National Appraisal Instructor and Associate Sentenced for Their Roles in Mortgage Fraud
|U.S. Attorney’s Office January 28, 2014|
RALEIGH, NC—The United States Attorney’s Office announces that in federal court yesterday, Chief United States District Judge James C. Dever, III sentenced former real estate appraiser Larry Max McDaniel, 70, of Vienna, West Virginia, to 66 months’ imprisonment, followed by five years of supervised release. The court also sentenced Jackie Gale Weaver, Jr., 50, of West Hamlin, West Virginia, to 21 months’ imprisonment, followed by three years of supervised release. The court further ordered that McDaniel and Weaver make total restitution of $5,809,417.94 to various banks, lenders, and other victims.
The charging documents and subsequent evidence in the cases showed that between 2002 and 2006, an individual identified as James Thomas Webb (previously sentenced to 237 months in prison) was operating a company identified as Alpine Properties LLC. Webb promised investors that he and Alpine Properties would use investor money to purchase homes at a low value, renovate the homes, and then sell them to first-time home buyers for a higher value.

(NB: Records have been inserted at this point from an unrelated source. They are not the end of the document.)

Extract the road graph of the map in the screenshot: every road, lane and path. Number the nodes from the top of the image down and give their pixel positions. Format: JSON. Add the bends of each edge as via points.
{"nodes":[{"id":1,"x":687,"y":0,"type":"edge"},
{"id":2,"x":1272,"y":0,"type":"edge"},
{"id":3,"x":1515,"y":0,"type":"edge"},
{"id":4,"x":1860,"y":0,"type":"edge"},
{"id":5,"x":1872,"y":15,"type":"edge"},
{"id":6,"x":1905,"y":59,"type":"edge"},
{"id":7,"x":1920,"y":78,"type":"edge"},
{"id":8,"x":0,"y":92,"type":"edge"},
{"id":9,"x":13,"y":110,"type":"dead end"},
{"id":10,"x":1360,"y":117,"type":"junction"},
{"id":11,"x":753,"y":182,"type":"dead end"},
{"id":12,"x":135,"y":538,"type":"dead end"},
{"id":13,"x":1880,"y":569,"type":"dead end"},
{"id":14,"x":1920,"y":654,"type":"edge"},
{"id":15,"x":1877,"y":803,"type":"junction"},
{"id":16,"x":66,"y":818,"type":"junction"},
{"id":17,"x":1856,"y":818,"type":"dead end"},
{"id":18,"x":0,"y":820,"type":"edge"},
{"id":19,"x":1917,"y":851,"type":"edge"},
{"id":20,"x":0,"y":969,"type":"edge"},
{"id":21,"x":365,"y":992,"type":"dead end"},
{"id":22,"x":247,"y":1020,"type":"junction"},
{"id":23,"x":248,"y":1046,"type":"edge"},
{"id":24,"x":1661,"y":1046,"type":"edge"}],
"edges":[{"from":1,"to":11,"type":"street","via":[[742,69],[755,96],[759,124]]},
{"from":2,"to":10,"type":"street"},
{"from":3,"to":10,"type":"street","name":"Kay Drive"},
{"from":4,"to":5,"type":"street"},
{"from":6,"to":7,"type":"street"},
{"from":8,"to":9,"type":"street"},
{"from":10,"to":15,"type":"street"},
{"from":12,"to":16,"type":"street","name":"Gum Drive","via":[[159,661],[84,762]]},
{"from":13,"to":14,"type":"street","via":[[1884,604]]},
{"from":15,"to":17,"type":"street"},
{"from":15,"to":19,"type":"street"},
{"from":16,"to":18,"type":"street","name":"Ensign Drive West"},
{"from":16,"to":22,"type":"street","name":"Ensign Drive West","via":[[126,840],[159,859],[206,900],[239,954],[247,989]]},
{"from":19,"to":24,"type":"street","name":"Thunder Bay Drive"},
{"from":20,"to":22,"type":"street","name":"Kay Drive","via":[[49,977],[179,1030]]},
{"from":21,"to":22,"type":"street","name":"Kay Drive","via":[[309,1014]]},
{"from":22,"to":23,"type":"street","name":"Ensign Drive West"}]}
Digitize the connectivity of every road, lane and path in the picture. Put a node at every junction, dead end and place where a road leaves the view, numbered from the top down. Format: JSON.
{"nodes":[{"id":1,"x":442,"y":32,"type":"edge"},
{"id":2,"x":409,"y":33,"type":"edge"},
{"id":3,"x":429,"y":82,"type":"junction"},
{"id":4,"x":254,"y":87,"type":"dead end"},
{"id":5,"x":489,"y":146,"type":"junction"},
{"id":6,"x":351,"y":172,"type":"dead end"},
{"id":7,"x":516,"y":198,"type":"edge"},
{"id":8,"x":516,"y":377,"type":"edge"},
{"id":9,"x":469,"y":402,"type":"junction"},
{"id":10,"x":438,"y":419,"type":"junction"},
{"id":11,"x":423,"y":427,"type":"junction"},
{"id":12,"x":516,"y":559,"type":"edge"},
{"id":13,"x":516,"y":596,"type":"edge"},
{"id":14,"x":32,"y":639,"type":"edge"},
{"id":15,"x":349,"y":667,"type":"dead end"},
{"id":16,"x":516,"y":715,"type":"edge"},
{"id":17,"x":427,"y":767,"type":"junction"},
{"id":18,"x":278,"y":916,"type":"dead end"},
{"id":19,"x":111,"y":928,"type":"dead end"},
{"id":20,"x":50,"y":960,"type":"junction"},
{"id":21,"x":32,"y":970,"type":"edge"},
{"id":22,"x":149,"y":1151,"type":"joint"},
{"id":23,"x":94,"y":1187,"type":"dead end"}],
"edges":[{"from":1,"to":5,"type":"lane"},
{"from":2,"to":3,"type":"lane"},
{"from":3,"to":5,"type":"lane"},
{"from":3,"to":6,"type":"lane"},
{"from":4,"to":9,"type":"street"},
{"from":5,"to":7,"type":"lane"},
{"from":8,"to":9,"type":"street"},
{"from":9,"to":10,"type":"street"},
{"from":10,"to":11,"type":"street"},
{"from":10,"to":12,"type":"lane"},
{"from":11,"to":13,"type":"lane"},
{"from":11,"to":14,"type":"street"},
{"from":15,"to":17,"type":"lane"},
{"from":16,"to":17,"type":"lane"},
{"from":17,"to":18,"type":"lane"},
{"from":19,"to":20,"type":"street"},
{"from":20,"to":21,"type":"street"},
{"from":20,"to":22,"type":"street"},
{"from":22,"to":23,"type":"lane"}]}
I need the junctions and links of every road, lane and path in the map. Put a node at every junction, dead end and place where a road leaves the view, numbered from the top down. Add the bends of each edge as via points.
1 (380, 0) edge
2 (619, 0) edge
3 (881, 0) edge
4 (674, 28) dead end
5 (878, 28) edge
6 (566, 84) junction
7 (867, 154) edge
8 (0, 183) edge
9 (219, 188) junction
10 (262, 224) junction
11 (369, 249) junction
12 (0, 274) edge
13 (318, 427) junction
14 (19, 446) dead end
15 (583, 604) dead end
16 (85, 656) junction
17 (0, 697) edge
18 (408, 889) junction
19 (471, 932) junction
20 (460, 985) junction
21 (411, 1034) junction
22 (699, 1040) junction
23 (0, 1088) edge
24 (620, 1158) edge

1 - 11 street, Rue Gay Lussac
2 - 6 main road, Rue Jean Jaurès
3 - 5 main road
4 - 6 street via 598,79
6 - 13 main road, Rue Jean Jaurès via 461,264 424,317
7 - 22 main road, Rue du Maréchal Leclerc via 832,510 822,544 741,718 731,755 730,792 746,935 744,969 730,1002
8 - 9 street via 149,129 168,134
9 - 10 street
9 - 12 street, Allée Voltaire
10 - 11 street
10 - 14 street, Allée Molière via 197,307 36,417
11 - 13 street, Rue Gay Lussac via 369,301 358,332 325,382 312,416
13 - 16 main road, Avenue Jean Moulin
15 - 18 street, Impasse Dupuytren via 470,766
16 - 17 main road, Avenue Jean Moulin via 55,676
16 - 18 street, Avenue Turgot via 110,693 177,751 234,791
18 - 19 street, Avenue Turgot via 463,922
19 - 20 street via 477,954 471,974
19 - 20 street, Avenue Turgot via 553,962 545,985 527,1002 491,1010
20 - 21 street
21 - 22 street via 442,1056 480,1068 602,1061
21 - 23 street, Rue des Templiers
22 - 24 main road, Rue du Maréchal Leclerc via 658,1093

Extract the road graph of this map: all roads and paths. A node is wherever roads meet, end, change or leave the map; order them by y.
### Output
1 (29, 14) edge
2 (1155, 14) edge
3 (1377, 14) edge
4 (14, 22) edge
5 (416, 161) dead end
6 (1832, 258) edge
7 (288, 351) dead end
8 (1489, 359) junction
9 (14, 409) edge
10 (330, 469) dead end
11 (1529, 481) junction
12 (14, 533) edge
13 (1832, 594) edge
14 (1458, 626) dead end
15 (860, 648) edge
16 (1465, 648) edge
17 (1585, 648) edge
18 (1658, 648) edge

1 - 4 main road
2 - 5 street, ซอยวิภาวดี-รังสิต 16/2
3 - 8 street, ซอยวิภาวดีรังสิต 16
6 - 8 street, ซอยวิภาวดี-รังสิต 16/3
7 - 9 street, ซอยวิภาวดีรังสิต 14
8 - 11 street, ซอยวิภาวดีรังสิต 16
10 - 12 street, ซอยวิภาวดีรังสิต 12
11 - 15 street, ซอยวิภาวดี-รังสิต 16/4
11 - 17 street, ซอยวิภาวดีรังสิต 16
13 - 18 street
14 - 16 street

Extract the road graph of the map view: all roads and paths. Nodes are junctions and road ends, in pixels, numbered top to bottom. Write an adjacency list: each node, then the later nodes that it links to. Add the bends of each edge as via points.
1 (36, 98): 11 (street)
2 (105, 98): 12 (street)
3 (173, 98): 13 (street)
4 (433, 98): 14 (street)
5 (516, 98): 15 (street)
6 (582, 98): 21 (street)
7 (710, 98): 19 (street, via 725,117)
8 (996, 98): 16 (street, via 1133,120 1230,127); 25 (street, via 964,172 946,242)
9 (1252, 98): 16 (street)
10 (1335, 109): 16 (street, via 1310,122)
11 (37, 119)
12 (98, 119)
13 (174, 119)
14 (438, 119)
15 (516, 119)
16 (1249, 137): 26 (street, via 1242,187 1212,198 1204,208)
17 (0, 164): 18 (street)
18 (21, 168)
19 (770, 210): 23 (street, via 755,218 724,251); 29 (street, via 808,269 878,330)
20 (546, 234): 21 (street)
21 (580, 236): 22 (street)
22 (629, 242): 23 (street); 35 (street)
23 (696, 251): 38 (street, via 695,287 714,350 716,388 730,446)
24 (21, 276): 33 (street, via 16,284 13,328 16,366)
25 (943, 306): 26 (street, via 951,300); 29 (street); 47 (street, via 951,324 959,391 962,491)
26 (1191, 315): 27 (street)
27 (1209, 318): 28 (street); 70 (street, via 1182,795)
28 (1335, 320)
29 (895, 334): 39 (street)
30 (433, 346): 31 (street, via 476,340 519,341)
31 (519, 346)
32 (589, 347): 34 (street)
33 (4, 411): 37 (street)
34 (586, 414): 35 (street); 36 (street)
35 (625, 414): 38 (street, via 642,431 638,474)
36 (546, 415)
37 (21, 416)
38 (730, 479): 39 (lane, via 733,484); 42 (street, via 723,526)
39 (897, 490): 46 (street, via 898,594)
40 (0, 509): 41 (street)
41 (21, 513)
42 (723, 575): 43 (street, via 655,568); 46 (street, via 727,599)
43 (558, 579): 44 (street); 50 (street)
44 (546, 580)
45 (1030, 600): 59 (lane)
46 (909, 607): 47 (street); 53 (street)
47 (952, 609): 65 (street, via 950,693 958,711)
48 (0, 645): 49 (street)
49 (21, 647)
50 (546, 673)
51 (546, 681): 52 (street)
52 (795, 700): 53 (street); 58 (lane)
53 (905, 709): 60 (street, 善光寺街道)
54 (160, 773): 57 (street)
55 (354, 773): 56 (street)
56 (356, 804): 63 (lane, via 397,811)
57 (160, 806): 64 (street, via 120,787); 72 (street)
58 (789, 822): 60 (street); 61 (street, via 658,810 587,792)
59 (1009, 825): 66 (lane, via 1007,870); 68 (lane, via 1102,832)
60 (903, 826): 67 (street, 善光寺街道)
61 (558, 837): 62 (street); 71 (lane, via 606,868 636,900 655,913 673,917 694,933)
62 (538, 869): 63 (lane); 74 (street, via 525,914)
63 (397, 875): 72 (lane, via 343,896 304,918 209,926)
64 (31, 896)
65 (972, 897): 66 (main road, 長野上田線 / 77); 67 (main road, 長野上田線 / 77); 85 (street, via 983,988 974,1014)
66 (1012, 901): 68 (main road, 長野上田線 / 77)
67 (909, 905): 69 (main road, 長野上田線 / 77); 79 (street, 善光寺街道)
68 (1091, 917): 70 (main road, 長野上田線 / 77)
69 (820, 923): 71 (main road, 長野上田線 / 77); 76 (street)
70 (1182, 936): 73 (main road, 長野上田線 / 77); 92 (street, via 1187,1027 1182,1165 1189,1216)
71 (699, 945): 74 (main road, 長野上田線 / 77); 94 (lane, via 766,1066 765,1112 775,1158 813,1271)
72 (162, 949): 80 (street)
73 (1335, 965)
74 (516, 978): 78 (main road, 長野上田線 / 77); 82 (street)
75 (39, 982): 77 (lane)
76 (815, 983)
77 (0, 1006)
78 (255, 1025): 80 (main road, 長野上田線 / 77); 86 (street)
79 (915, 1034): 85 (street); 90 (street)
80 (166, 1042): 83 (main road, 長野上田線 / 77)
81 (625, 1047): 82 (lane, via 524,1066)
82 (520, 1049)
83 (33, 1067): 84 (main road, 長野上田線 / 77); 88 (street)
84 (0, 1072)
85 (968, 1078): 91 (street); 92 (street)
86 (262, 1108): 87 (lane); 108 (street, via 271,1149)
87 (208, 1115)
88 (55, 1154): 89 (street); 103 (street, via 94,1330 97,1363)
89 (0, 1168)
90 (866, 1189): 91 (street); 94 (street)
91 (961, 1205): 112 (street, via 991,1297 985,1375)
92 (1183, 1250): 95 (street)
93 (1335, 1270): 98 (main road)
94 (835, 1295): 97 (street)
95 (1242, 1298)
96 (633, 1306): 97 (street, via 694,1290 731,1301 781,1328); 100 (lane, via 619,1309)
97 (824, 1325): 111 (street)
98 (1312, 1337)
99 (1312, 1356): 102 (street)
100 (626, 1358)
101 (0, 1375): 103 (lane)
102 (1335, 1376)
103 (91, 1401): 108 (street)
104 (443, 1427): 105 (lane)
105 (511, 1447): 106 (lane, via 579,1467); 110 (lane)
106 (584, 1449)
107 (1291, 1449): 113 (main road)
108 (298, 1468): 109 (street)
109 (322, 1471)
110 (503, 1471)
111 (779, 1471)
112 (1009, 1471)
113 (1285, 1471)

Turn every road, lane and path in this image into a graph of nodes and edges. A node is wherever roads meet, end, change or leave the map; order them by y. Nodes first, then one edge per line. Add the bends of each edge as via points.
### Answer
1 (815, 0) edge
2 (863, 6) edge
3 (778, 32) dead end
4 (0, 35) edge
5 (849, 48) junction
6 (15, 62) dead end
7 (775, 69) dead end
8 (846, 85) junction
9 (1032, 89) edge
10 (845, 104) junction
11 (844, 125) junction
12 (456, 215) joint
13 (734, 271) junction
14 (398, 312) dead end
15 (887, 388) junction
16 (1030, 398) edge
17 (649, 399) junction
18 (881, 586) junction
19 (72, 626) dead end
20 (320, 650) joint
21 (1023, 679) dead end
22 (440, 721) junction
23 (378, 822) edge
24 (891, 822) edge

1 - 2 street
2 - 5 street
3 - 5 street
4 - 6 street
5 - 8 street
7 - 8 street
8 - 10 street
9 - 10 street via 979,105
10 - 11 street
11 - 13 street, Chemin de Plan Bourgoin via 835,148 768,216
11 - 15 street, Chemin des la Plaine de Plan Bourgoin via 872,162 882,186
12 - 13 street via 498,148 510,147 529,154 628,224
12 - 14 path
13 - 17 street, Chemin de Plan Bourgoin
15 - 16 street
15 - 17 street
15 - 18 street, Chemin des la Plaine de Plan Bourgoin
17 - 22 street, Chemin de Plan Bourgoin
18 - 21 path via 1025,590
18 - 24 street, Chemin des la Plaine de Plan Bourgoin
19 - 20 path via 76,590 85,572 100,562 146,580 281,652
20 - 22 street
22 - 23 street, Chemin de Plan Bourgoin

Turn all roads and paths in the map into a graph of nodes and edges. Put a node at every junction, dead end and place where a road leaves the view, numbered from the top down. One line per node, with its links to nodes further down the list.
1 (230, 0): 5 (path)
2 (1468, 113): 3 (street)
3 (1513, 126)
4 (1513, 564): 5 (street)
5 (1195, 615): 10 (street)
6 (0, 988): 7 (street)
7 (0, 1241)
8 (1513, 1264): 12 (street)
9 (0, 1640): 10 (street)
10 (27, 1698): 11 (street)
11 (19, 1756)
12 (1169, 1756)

The evidence established that McDaniel, a licensed real estate appraiser residing in West Virginia, and Weaver, a former appraisal associate of McDaniel, began to falsify appraisals for Webb and Alpine Properties. On the appraisals, McDaniel was listed as the North Carolina appraiser who performed each appraisal. In fact, however, McDaniel did not visit the properties, nor did he create the appraisal documents. Instead, the information that was listed in the appraisal reports, including measurements, sketches, and photographs, all came from Weaver or employees of Webb and Alpine Properties.
The evidence also established that McDaniel did not draft, print, or execute the appraisals that bore his name and official seal; Weaver performed those tasks, often from within Webb’s offices at Alpine Properties. Nevertheless, McDaniel invoiced and received payment for many of the appraisals. McDaniel also wrote detailed letters to banks and lenders to support the value assigned in his appraisal documents, even though McDaniel had never, in fact, been to the properties.
The superseding indictment alleges and evidence in court ultimately showed that Weaver created and McDaniel authorized approximately 200 false appraisals in the manner described above.
McDaniel pled guilty to making a false statement to influence a nank on a loan and aiding and abetting, in violation of Title 18, United States Code, Sections 1014 and 2. Weaver pled guilty on September 19, 2011, to conspiracy to commit wire fraud, bank fraud, and to make false statements to influence financial institutions on loans.
Investigation of this case was conducted by the Federal Bureau of Investigation, the United States Postal Inspection Service, the United States Department of Housing and Urban Development Office of the Inspector General, and the Federal Deposit Insurance Corporation Office of the Inspector General, with the assistance of the North Carolina Appraisal Board. Assistant United States Attorney William M. Gilmore represented the United States.